**Directions**:
The entries below hold a line with "pinky tip: (801, 375)" and a line with "thumb cmc: (864, 568)". Return those lines and all that lie between them, exactly and only.

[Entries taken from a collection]

▽

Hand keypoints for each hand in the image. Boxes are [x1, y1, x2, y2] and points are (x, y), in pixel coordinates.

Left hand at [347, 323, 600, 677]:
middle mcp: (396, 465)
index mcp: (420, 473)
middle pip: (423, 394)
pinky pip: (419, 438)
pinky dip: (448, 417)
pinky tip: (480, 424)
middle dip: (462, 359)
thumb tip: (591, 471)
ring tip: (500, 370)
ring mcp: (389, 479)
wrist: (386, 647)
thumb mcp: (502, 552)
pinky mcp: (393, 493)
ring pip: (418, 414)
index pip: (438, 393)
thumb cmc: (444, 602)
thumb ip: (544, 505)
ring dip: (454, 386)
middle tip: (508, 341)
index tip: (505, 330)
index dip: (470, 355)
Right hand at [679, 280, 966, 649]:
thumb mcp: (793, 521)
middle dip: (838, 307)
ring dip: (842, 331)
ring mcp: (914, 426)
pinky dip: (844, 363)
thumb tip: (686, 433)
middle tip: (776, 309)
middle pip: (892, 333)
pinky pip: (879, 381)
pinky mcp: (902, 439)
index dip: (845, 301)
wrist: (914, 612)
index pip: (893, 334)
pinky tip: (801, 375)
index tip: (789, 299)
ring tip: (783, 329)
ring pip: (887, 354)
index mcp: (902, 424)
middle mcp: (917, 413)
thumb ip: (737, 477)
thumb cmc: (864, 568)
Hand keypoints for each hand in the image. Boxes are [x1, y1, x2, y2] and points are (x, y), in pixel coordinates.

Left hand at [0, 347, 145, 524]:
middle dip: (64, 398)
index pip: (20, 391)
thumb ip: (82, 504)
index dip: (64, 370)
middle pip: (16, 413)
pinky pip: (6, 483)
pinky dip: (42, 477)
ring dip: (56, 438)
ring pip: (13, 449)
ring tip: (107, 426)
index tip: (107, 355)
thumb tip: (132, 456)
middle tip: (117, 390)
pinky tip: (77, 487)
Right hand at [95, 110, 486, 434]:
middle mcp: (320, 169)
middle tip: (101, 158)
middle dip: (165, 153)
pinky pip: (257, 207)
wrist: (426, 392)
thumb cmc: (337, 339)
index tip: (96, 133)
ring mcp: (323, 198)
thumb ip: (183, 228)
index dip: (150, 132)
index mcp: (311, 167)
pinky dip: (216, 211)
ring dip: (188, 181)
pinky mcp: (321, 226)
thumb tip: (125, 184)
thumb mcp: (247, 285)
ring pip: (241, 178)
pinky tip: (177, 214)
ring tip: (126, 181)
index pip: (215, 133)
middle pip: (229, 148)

△
▽

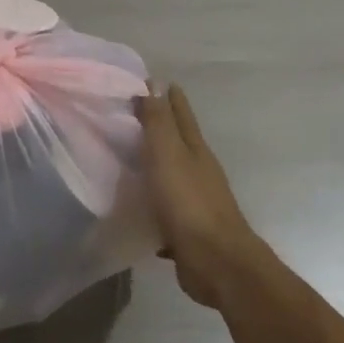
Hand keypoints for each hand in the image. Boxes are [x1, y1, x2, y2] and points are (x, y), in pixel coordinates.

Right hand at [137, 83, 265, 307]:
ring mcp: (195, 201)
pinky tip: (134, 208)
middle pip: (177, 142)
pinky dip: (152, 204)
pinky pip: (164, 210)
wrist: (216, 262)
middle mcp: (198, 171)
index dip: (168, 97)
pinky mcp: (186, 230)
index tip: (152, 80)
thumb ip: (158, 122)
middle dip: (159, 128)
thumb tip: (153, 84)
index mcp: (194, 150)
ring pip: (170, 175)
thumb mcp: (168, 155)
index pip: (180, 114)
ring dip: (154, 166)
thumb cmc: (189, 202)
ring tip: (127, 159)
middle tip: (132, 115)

△
▽

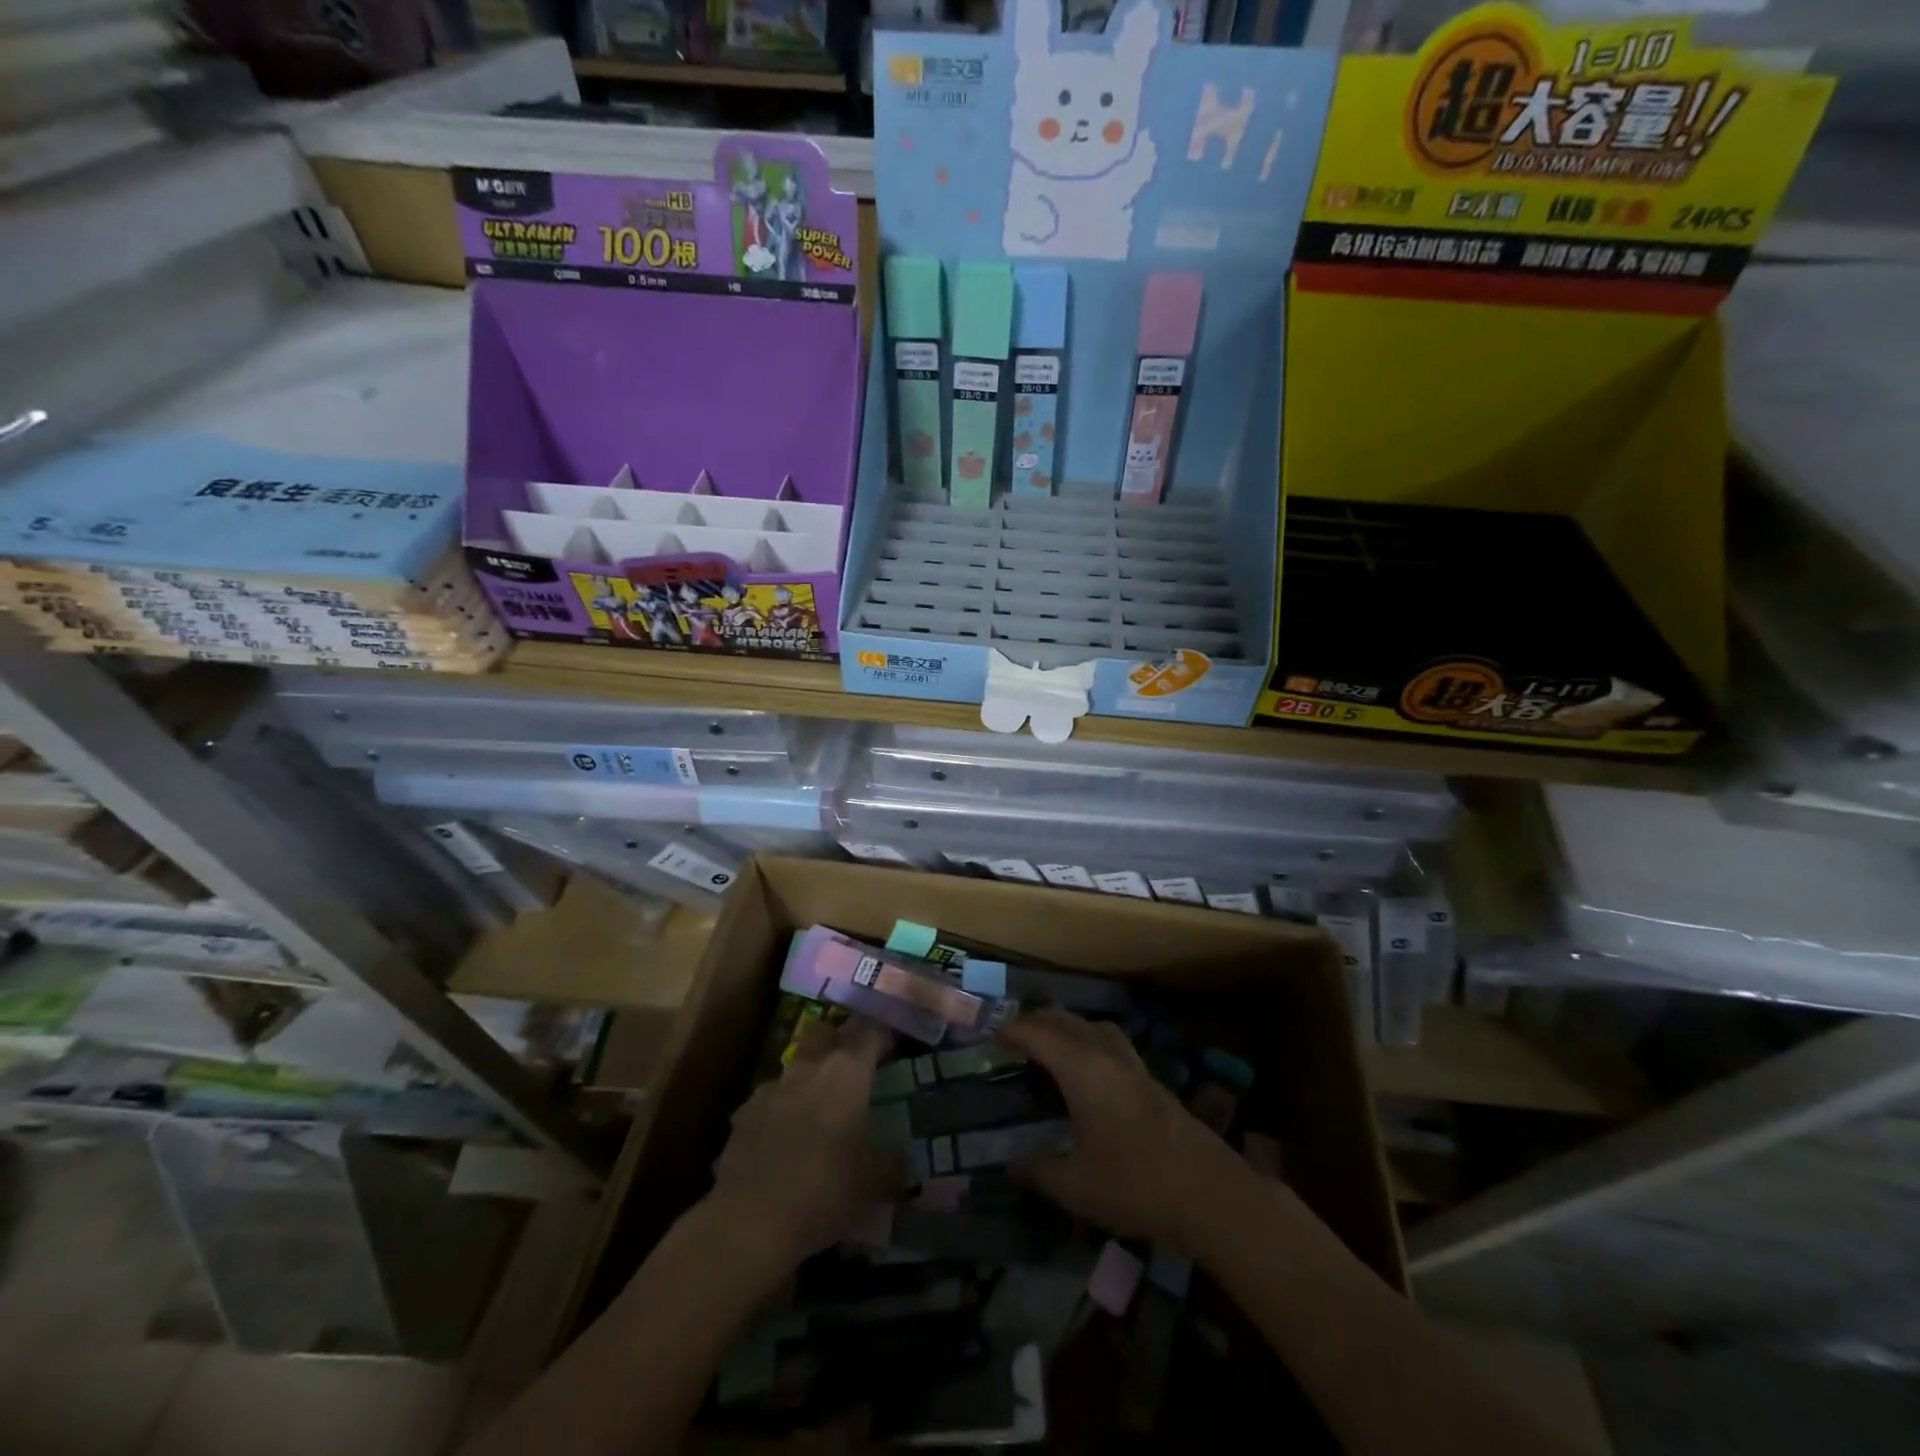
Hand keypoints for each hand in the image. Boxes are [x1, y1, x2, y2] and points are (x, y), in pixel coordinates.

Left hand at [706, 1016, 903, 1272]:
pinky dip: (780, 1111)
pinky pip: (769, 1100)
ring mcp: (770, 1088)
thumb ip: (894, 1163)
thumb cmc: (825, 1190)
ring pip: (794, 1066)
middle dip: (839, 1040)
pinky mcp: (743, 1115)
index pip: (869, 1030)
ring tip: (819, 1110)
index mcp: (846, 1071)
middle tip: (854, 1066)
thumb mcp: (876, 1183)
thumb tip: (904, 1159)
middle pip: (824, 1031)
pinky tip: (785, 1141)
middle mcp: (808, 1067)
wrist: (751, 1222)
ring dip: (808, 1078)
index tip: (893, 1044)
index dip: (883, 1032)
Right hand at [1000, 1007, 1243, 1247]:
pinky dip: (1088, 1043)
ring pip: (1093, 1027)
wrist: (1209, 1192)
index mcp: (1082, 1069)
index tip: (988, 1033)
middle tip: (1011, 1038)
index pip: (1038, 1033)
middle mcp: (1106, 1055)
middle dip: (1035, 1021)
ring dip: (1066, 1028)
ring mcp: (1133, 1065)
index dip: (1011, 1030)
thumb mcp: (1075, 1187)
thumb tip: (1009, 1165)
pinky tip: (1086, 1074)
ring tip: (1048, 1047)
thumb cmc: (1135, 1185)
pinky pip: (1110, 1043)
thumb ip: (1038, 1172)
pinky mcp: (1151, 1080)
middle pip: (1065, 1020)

△

**Completed task**:
pinky tip: (801, 375)
index tip: (789, 299)
ring tip: (783, 329)
ring pip: (887, 354)
index mcp: (902, 424)
middle mcp: (917, 413)
thumb ip: (737, 477)
thumb cmc: (864, 568)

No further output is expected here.